Die Stromernte von 4,2 Millionen Kilowattstunden jährlich stammt aus 900
Tonnen Mais, 13.000 Tonnen Gülle sowie 250 Tonnen Futterweizen. Der
Vorteil der Energie aus Biomasse ist die einfacher steuerbare
Verfügbarkeit der Ausgangsstoffe Gülle und Silage – schließlich können
sie gelagert werden. Seit Herbst 2005 versorgt eine Anlage das
Erlebnisbad, die Kurverwaltung, die Amtsverwaltung, die
Mutterkindkurklinik und einen Ferkelaufzuchtsstall mit Wärme. Angenehmer
Nebeneffekt: Die Gülle wird entgast und geruchsvermindert auf die
Felder ausgebracht.
Weiterer Ausbau
In Zukunft wollen die Nordfriesen weiter die Erneuerbaren Energien auf
ihrer Insel ausbauen.

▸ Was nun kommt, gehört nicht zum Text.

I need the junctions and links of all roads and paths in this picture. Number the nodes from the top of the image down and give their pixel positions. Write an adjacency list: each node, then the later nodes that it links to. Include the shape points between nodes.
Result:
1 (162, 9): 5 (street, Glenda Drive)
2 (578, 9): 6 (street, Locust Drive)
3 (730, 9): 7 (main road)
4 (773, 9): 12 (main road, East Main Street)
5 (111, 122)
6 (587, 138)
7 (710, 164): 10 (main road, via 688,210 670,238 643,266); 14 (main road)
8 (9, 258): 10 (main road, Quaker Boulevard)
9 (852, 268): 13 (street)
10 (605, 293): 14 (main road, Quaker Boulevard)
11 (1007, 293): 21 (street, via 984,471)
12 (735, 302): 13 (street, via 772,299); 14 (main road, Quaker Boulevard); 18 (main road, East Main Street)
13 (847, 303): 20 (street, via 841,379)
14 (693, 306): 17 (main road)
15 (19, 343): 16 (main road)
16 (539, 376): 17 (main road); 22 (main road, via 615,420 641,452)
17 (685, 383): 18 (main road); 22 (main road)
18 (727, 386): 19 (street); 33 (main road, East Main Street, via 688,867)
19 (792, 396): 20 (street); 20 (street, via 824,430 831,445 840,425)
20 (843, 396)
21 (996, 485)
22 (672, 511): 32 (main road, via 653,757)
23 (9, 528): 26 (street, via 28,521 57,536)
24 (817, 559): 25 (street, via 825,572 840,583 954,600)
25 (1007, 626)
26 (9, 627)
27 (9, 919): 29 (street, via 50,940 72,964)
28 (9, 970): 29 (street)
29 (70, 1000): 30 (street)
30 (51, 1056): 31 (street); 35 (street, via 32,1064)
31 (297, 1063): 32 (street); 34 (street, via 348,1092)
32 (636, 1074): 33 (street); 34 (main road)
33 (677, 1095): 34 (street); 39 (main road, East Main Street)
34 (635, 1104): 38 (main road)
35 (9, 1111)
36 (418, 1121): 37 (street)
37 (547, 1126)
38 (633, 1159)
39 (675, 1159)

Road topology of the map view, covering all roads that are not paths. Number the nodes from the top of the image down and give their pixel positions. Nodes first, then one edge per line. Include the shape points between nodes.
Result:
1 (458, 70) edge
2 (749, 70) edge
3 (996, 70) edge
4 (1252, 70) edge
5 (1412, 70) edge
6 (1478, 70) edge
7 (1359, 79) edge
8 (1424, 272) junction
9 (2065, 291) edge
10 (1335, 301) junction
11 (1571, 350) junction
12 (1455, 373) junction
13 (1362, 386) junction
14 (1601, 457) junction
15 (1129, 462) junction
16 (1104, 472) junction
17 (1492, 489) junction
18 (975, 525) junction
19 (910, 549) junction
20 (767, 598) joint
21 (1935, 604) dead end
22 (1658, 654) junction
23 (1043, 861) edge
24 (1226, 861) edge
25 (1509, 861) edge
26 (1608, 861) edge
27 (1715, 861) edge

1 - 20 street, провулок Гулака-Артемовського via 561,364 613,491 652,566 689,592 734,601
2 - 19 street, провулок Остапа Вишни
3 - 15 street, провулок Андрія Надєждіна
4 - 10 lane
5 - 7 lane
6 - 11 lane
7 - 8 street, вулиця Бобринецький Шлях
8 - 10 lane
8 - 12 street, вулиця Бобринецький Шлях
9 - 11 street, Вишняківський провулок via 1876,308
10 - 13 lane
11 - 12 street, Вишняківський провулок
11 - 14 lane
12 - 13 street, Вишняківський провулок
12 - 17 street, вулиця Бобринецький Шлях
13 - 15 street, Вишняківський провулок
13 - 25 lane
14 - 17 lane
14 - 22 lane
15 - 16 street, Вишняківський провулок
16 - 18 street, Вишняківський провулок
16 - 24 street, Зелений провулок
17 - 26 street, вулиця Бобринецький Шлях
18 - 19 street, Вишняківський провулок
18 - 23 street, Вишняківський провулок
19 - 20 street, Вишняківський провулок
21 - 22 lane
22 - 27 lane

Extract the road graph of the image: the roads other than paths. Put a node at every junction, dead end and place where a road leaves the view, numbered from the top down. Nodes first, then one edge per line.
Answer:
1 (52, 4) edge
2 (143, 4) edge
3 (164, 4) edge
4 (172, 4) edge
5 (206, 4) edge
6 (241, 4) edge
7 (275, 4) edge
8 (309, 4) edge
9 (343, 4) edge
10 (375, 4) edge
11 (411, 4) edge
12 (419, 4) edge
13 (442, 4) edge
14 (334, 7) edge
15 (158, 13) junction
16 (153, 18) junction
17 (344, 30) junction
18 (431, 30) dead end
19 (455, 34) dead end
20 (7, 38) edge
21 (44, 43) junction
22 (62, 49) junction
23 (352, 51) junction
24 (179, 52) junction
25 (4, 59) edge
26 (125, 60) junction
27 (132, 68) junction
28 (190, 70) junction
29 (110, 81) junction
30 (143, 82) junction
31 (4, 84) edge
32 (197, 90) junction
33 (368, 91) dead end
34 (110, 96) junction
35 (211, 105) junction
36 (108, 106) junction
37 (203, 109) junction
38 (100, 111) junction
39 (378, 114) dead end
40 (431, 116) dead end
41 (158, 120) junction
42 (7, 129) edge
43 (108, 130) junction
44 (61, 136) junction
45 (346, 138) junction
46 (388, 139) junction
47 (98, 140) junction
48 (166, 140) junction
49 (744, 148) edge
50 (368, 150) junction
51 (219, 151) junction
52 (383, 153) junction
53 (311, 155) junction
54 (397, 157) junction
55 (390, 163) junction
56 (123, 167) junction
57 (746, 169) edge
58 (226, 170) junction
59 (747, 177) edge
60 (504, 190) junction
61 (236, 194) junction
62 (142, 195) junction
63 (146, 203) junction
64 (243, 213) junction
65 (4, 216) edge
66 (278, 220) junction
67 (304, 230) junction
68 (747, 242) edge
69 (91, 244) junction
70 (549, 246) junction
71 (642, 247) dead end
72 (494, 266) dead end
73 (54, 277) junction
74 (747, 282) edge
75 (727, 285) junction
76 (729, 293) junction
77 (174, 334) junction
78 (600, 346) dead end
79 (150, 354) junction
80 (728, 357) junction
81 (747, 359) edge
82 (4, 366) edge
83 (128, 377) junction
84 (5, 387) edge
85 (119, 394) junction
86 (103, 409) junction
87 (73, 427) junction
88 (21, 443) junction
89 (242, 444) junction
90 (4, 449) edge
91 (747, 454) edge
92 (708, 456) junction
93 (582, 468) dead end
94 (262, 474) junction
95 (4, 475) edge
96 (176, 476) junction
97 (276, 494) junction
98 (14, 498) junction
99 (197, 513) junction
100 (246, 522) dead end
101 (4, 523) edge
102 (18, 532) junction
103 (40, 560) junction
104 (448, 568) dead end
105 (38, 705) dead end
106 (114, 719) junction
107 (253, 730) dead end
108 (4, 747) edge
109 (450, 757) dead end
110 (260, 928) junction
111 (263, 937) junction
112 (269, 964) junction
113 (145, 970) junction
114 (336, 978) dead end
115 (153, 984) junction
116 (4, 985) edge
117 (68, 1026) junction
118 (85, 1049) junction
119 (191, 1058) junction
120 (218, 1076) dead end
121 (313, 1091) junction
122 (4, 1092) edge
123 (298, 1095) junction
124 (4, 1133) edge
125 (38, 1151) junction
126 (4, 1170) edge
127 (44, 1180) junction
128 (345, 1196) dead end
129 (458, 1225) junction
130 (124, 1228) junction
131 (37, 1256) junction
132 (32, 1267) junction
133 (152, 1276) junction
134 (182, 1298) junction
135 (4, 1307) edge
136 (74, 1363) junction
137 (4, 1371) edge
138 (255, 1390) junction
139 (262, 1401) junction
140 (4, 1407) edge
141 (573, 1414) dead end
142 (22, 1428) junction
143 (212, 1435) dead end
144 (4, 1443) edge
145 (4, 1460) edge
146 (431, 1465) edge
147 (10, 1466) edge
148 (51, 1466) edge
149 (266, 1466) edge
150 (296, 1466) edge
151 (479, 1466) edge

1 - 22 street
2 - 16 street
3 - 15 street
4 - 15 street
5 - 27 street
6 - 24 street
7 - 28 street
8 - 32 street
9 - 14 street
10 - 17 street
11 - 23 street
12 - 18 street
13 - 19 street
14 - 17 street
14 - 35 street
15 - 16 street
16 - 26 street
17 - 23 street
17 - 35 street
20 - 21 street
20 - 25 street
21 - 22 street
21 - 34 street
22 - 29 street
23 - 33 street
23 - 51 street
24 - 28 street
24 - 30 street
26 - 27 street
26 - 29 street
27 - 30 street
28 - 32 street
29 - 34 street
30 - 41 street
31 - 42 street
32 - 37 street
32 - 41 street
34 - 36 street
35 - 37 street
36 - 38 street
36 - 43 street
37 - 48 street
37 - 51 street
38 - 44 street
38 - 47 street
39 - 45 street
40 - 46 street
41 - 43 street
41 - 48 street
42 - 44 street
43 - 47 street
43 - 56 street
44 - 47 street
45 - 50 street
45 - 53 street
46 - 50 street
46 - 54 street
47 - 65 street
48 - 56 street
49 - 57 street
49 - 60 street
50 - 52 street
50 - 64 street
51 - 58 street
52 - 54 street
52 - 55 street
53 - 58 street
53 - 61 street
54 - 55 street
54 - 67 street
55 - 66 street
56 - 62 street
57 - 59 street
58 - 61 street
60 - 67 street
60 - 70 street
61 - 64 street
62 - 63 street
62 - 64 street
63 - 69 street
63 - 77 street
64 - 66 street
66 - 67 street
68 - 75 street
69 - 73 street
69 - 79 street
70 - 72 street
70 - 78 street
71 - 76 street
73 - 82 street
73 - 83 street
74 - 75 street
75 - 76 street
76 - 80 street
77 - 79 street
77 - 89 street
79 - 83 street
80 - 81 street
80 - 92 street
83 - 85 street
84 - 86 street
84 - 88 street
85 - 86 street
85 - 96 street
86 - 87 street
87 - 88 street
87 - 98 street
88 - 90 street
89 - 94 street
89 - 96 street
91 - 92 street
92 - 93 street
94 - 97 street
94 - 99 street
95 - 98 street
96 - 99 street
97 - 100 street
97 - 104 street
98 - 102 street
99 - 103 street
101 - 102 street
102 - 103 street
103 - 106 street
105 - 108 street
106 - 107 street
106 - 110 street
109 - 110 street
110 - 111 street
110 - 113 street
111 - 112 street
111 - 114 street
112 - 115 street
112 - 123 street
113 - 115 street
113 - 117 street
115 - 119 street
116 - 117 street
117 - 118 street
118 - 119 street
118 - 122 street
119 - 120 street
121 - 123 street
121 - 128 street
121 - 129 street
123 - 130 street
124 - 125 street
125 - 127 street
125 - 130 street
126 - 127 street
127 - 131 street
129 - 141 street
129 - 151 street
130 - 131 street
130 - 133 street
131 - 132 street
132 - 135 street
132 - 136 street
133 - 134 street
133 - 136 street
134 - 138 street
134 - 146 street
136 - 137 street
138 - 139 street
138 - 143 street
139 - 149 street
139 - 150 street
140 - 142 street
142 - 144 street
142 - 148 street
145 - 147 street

Eine Erweiterung der Biogasanlage kommt nicht
infrage, weil der Maisanbau nicht weiter ausgedehnt werden kann. Neue
oder größere Windenergieanlagen verhindert zurzeit die Landesplanung.
Bleibt der Ausbau der Solarenergie. Es gibt auch neue Ideen: So sind
erst 15 Wärmepumpen auf Pellworm in Betrieb, die die Erdwärme nutzen.